2001-04-17 Thread Mike A. Harris

On Mon, 16 Apr 2001, Eric S. Raymond wrote:

>Date: Mon, 16 Apr 2001 20:55:56 -0400
>From: Eric S. Raymond <[EMAIL PROTECTED]>
>To: james rich <[EMAIL PROTECTED]>
>Cc: [EMAIL PROTECTED], [EMAIL PROTECTED]
>Content-Type: text/plain; charset=us-ascii
>Subject: Re: [kbuild-devel] CML2 1.1.3 is available
>
>james rich <[EMAIL PROTECTED]>:
>> > Instead, read the colors from the .Xdefaults system.
>>
>> Yes, truly this should be done.  Sensible defaults should be used (and I
>> think we may be at that point) and then use .Xdefaults (.Xresources or
>> whatever) to allow site overrides.  And I really do think .Xdefaults and
>> not .xconfigrc or something.  I've already got enough .files and I like
>> the syntax of .Xdefaults.
>
>That way lies featuritis, IMO.

Agreed.

>If there were already a library in ths stock Python distribution to digest
>.Xdefaults files I might consider this.  Perhaps I'll write one.  But I'm
>not going to bulk up the CML2 code with this marginal feature.

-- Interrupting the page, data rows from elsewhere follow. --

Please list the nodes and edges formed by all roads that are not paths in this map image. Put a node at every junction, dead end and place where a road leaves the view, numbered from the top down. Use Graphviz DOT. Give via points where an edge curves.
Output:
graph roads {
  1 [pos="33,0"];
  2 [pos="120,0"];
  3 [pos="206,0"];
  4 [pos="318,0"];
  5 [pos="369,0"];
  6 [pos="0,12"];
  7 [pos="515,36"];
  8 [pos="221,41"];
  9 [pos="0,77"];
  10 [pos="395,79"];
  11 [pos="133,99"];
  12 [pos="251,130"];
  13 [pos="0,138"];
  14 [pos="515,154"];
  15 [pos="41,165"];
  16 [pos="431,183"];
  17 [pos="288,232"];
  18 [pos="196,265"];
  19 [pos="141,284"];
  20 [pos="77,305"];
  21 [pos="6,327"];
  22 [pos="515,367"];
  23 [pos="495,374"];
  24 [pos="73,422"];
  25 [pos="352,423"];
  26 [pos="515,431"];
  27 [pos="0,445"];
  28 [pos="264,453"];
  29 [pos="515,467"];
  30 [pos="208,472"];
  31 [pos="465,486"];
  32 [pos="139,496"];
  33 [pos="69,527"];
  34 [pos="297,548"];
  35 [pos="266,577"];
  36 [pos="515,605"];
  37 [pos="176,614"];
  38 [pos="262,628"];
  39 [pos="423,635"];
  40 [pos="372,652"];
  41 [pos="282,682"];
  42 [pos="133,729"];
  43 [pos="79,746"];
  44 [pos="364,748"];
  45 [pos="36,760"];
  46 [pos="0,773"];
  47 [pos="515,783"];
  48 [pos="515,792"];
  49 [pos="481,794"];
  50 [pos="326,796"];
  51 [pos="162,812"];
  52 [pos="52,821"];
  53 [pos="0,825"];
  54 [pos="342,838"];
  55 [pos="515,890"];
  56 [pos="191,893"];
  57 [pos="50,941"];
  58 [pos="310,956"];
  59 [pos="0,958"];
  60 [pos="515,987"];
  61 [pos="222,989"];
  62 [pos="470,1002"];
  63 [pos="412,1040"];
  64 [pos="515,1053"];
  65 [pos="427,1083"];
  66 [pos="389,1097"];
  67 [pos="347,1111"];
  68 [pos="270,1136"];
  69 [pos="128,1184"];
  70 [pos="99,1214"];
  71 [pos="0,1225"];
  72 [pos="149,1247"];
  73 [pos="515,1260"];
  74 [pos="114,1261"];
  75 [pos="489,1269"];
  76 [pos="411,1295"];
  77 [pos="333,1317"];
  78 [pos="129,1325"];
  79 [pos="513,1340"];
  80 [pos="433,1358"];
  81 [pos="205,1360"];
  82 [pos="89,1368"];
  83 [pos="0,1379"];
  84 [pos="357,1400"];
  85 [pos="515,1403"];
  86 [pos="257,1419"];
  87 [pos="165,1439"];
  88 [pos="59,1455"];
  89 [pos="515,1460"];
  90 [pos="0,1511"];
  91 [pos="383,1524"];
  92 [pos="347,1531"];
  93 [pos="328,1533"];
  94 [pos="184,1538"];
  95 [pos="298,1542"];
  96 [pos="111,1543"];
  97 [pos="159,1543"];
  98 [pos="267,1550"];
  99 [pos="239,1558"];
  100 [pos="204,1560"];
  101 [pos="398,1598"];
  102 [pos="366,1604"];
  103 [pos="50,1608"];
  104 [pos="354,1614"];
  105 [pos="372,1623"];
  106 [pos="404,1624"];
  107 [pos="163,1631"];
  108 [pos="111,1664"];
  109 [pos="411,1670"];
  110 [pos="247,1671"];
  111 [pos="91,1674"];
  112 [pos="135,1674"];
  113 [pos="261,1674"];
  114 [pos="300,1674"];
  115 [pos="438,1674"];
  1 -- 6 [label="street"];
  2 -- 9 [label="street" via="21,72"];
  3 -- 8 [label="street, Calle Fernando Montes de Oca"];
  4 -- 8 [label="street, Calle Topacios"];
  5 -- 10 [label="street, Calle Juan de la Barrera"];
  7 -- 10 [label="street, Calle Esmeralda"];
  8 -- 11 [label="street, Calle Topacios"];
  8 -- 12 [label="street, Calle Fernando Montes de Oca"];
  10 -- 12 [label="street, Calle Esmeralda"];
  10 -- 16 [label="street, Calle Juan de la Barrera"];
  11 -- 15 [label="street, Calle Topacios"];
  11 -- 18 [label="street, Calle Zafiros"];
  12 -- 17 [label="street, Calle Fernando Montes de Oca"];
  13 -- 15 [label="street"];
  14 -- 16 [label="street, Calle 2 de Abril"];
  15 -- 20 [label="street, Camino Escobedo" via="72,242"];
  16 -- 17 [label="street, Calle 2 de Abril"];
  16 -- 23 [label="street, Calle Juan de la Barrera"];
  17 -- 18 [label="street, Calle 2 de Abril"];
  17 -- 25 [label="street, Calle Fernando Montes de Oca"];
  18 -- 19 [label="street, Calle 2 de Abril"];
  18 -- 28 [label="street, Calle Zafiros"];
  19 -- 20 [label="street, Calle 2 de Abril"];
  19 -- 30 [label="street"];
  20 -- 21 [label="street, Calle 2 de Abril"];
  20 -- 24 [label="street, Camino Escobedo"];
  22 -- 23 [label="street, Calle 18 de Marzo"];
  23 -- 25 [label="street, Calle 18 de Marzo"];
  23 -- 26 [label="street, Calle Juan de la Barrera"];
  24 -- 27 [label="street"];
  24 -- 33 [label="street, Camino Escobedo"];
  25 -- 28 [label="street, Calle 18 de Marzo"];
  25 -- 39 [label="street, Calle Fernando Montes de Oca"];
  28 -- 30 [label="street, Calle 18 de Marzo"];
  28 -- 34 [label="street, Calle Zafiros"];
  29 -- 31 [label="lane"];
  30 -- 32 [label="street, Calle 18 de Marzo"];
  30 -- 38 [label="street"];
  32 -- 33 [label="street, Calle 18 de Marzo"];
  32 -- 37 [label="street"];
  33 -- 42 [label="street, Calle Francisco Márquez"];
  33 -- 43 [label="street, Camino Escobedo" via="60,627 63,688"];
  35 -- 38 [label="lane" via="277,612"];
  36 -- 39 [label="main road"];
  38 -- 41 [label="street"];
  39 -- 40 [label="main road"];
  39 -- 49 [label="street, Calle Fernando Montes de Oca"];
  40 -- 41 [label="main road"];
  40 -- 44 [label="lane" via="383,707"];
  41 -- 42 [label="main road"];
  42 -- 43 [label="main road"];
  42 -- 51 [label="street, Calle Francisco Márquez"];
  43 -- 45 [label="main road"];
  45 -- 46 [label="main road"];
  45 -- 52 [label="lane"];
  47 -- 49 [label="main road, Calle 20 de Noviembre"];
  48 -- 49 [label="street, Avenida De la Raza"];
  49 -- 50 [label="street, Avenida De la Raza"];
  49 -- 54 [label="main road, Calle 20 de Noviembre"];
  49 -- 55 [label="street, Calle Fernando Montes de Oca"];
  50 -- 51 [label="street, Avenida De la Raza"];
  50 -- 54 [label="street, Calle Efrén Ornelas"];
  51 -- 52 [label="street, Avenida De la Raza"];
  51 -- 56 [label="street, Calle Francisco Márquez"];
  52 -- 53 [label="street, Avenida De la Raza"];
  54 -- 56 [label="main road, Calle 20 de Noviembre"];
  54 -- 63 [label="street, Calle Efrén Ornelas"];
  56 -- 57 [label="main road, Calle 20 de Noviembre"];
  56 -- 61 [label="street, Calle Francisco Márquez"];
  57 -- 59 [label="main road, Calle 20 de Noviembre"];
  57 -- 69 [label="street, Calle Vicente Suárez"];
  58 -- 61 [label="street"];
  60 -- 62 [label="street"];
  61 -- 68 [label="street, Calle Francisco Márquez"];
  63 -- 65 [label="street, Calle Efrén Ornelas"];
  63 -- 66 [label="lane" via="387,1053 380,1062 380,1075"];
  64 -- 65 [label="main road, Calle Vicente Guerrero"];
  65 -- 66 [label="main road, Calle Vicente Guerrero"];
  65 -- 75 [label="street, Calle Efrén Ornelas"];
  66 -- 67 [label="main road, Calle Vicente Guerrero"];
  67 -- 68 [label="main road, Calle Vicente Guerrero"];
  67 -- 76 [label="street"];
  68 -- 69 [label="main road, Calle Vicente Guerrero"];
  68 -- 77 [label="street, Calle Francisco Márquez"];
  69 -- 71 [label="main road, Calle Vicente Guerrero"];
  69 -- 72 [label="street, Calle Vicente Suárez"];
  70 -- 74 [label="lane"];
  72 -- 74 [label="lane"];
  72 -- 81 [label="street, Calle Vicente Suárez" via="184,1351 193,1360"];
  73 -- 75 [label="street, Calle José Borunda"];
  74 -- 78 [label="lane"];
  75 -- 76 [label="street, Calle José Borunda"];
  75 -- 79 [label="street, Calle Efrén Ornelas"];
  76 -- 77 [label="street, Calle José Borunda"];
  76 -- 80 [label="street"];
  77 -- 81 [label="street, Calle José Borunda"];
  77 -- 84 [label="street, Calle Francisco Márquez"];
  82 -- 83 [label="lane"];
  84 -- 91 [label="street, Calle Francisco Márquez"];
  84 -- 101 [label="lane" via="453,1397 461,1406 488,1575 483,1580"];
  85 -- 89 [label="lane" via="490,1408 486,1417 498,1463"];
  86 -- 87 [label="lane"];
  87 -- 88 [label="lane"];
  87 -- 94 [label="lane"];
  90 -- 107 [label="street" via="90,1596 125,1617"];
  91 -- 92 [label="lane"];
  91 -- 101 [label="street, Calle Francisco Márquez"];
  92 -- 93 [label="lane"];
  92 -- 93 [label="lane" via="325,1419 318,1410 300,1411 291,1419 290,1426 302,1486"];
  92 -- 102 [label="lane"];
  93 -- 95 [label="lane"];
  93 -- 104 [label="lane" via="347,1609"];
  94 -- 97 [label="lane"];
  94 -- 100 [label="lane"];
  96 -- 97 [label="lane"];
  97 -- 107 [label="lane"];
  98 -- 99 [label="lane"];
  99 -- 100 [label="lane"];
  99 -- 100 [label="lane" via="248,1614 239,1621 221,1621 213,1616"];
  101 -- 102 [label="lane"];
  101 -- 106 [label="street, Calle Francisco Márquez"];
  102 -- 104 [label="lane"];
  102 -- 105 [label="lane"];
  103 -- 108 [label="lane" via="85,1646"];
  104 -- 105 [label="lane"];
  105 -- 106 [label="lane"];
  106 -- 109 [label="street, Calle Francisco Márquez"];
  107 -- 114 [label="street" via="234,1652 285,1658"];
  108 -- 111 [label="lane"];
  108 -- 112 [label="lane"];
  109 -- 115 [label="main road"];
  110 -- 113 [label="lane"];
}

This presumes one is using X.  On a non-X system, .Xdefaults
should mean nothing.  If anything I think cml2 is no different
from anything else.  Some sane colors should be chosen to default
to, preferably not too far off from CML1menuconfig, and leave it
more or less like that.  If it _must_ be configureable, put it in
a ~/.cmlrc

Then do the equiv of:

${CMLRC:=~/.cmlrc}

If someone doesn't like the extra dotfile in ~, they can set

CMLRC=~/.etc/.cmlrc

or somesuch from ~/.bashrc and friends.  Anything more would be
indeed featureitis IMHO, or abusing a defined file format
(Xdefaults).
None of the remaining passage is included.